Professor of Orthopaedics, Simon Frostick, from the Institute of Translational Medicine and the Royal Liverpool University Hospital, has helped develop a new prosthetic limb to help people who suffer with rheumatoid arthritis.
The prosthetic limb which has synthetic joints at both ends – was created by US company, Biomet, with Professor Frostick’s input.
It can replace the humerus (the upper arm bone) following arthritis, trauma or infection or when previous shoulder and elbow replacements have reached the end of their natural life.
Professor Frostick was able to use the prosthetic limb to replace the humerus of Irene Purnell, 61, from Huyton. Irene had suffered with rheumatoid arthritis since she was 17 and had been left struggling with everyday tasks and last year faced the possibility of having her right arm amputated.
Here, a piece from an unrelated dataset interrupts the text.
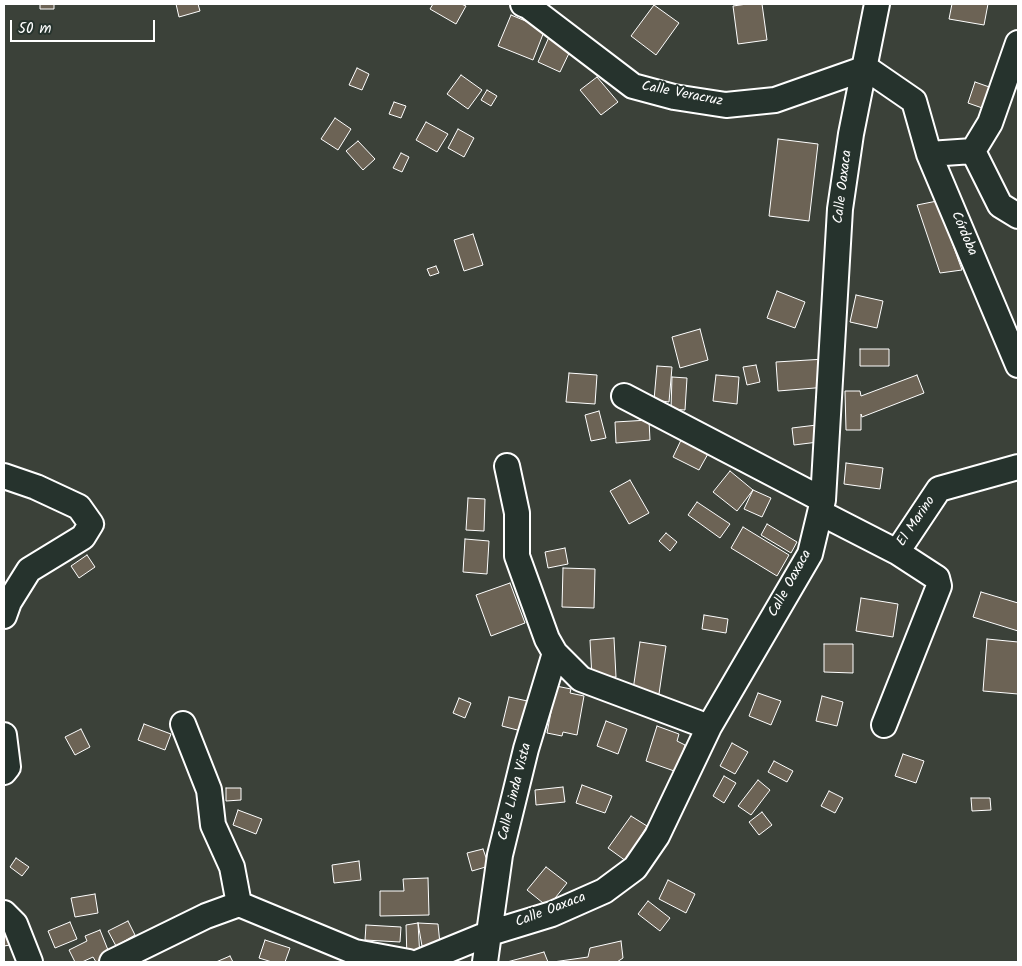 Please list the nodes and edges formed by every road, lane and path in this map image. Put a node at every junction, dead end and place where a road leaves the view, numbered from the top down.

After months of meticulous planning, Professor Frostick successfully performed the operation at Broadgreen Hospital.
He said: “Rheumatoid arthritis is a destructive disease that affects multiple joints. People who suffer with it can become severely disabled at a young age.
“Ms Purcell had an elbow replacement but complications meant she had to have the whole bone removed from elbow to shoulder. There were very few options available and the replacement humerus and joints were probably the only viable option, other than amputation of the whole arm.”
“You can lose a massive level of independence and personal esteem when you lose the use of an arm,” he added. “Irene hasn’t been able to use her arm for two years but two days after the operation she was bending her elbow.”
Irene said: “Before the operation, I couldn’t cook as it was too dangerous and carrying shopping had become a big problem. Since my humerus was replaced it was like switching a light off – the pain has gone. I am looking forward to doing normal everyday things without thinking twice.”
According to Professor Frostick, the new procedure can be used on patients with rheumatoid arthritis, bone tumours, bone infections or on those that have had their arms shattered in accidents, with designs built to match patients’ specifications.